Ursula Ricks Review
A review written for the Folk & Acoustic Music Exchange
by Mark S. Tucker
I'd never really considered that there might be a 'funk-soulblues' category because, well, the blues is so damn funky anyway. Funk arose when a buncha clever Black and White bastards dug deep and adopted a cat-that-got-the-cream grin upon realizing that there was an increasing under-current connection between blues, soul, and rock & roll (which, after all, was at first but the spawn of two things: either blues gone White or Tin Pan Alley pop with a stronger beat). Upon listening to Ursula Ricks' My Street, though, I'm thinking that 'funk-soulblues' just might be emerging fairly distinctly. Catch Mary Jane, and see if I'm not right. Funkeeeeeee! And the following My Street is just as down 'n dirty, spirited, and, as most all her songs, highly socio-political, which I find extremely attractive. The lyrics to this one are compelling as hell, 100% street poetry in the purest sense—not just that the lines rhyme but that they actually mean something well beyond the words, an increasing rarity in our increasingly too simplistic society.
The unit that shined so brightly on Lou Pride's last recording, Ain't No More Love in this House (here), reappears behind Ricks and just may be Severn Records own Wrecking Crew. Once again, Johnny Moeller's guitaristics add luster and nuance, and if he isn't in line in perhaps becoming the next Steve Cropper, then I'll eat my hat.

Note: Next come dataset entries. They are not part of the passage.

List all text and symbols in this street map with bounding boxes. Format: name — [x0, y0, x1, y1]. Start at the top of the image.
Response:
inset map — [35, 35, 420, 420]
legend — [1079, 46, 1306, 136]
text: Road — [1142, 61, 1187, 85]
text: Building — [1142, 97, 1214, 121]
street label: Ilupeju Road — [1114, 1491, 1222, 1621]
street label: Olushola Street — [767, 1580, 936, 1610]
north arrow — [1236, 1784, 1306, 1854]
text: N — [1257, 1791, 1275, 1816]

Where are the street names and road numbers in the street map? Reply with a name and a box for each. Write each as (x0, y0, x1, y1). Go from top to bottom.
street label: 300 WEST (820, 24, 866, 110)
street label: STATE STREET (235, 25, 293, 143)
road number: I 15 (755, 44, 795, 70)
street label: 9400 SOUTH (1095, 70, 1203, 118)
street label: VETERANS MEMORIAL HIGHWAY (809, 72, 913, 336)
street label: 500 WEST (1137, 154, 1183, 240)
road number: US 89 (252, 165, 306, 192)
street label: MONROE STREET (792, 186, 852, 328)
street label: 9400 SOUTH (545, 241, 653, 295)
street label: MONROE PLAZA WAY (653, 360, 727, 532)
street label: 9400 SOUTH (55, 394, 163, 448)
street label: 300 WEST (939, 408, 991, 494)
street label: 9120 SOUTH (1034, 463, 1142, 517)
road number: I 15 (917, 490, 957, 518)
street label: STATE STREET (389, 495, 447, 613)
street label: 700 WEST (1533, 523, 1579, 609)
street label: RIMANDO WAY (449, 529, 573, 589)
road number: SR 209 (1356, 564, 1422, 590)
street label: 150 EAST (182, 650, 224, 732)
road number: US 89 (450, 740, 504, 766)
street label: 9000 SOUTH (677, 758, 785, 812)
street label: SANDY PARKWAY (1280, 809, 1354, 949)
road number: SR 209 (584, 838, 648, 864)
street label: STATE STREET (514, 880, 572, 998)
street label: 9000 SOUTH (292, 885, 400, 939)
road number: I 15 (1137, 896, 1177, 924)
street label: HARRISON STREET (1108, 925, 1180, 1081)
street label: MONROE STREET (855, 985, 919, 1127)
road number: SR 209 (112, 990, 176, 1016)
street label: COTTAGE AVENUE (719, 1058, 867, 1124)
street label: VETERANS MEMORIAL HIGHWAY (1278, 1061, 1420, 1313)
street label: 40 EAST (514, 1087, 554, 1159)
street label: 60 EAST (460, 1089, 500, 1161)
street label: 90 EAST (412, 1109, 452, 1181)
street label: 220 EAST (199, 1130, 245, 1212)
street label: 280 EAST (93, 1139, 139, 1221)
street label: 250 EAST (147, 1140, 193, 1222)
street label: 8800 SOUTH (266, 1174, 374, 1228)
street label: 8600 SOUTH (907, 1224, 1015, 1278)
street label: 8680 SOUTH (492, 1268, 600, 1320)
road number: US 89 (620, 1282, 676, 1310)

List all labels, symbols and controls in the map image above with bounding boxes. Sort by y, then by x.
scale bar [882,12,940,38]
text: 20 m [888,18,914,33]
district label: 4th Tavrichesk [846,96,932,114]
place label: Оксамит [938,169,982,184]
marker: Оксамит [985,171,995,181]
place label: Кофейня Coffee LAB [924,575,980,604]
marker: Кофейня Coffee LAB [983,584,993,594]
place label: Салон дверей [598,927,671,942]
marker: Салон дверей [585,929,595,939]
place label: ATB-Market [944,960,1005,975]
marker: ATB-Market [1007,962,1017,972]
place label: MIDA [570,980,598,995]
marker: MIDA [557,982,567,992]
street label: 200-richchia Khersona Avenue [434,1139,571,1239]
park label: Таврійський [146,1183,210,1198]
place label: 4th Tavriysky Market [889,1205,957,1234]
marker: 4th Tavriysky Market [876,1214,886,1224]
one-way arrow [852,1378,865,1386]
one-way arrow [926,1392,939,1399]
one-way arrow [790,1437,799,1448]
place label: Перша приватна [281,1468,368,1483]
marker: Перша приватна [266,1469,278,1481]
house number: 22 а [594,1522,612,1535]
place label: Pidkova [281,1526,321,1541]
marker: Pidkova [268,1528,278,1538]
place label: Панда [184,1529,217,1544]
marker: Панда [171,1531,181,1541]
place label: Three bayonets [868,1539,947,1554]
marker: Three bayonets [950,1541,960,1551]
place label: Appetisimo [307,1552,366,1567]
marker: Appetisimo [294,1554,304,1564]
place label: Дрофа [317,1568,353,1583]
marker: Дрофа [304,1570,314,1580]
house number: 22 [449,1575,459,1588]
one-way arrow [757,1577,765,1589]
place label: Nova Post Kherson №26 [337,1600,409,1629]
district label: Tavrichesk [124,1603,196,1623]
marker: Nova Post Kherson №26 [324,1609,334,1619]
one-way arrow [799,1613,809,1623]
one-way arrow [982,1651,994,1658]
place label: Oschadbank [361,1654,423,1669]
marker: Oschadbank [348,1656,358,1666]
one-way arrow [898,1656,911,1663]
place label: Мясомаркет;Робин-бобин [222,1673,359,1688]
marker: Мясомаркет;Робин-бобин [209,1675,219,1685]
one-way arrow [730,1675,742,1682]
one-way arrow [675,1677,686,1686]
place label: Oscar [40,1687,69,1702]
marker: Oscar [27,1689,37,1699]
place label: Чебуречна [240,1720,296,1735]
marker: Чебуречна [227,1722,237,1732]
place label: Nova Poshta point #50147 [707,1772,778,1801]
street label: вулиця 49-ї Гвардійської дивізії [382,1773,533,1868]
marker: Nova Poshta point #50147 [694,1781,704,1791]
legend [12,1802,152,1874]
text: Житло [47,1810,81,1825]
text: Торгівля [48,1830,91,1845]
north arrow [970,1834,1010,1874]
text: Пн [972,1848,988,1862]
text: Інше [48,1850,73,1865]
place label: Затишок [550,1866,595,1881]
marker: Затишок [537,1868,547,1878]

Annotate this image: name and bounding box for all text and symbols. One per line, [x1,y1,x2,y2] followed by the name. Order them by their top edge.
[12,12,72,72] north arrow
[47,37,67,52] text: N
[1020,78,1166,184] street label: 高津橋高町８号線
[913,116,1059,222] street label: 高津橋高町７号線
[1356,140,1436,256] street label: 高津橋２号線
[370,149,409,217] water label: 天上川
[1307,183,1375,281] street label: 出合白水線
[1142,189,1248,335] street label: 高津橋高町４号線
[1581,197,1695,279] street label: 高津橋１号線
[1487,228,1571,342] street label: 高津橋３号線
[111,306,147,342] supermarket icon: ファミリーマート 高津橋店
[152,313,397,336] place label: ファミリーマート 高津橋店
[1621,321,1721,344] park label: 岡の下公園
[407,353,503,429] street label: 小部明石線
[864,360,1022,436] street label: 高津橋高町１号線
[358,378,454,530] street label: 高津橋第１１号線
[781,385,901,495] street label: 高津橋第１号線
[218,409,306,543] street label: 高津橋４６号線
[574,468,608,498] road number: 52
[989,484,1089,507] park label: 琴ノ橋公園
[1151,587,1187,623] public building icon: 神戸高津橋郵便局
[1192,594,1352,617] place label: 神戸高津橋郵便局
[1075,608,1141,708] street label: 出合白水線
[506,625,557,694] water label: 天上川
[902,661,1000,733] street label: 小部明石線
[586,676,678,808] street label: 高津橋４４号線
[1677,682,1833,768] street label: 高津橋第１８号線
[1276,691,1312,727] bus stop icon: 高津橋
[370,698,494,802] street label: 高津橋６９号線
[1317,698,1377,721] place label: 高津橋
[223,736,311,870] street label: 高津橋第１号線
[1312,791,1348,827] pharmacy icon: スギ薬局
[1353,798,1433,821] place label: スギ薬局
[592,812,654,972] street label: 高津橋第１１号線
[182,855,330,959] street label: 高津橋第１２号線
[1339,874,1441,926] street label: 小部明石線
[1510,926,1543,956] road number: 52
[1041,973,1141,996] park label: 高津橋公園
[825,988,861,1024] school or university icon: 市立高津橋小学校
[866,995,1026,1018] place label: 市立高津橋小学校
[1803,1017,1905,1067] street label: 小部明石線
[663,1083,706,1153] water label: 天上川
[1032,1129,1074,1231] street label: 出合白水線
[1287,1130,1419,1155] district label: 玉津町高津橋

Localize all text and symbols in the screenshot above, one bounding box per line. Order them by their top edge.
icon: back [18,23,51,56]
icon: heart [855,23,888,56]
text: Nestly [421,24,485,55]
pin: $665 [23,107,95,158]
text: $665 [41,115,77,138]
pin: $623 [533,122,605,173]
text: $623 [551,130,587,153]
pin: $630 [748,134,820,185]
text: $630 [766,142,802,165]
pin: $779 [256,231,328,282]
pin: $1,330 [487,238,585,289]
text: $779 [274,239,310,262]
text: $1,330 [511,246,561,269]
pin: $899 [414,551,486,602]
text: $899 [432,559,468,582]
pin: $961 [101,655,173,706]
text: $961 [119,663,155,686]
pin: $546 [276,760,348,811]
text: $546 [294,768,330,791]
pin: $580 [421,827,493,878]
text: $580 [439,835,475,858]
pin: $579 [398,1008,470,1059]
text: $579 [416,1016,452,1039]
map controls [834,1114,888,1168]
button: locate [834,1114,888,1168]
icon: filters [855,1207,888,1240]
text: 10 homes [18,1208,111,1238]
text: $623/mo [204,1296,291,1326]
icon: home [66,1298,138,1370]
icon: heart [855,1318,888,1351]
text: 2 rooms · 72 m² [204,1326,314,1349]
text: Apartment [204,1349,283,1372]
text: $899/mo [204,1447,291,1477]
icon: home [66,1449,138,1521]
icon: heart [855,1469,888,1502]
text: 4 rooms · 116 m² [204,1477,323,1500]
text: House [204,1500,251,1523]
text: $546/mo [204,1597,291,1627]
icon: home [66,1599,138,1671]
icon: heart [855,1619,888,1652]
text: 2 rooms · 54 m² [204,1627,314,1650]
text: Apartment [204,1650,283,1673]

Time will tell, but the seeds are there. The string section is a nice addition (it didn't appear on Pride's farewell), as in Due, but Ursula gets right back to growly business on Right Now, Moeller with a very subtle wah-wahed background before blazing up front in the middle eight. More important, and this is sometimes missed in critiques of funk units, is the onslaught of an irresistible groove, on this cut slow and relentless but just as demanding as any speedy whirlwind.
Kim Wilson sits in for a cut, Mike Welch for two, but the spotlight is ever on Ricks and her quiet revolutionary state of mind. You don't find that second part until you get away from the instrumentalities and listen closely and even not-so-closely to her lyrics (she wrote almost everything on My Street), which, to my mind, bring her in line with Gil Scott-Heron. Not so fiercely, much more matter-of-factly (Gil was, after all, a clever upstart), no Party-line spreche, no dogma, no bullshit, just a discontent with what drives the everyday mess we now live in. We need a hell of a lot more of that, y'all, and a whole lot less academic mouth-breathing. The place to start, I say, is right here…especially 'cause it's the music that will first drag you into her living breathing concerns.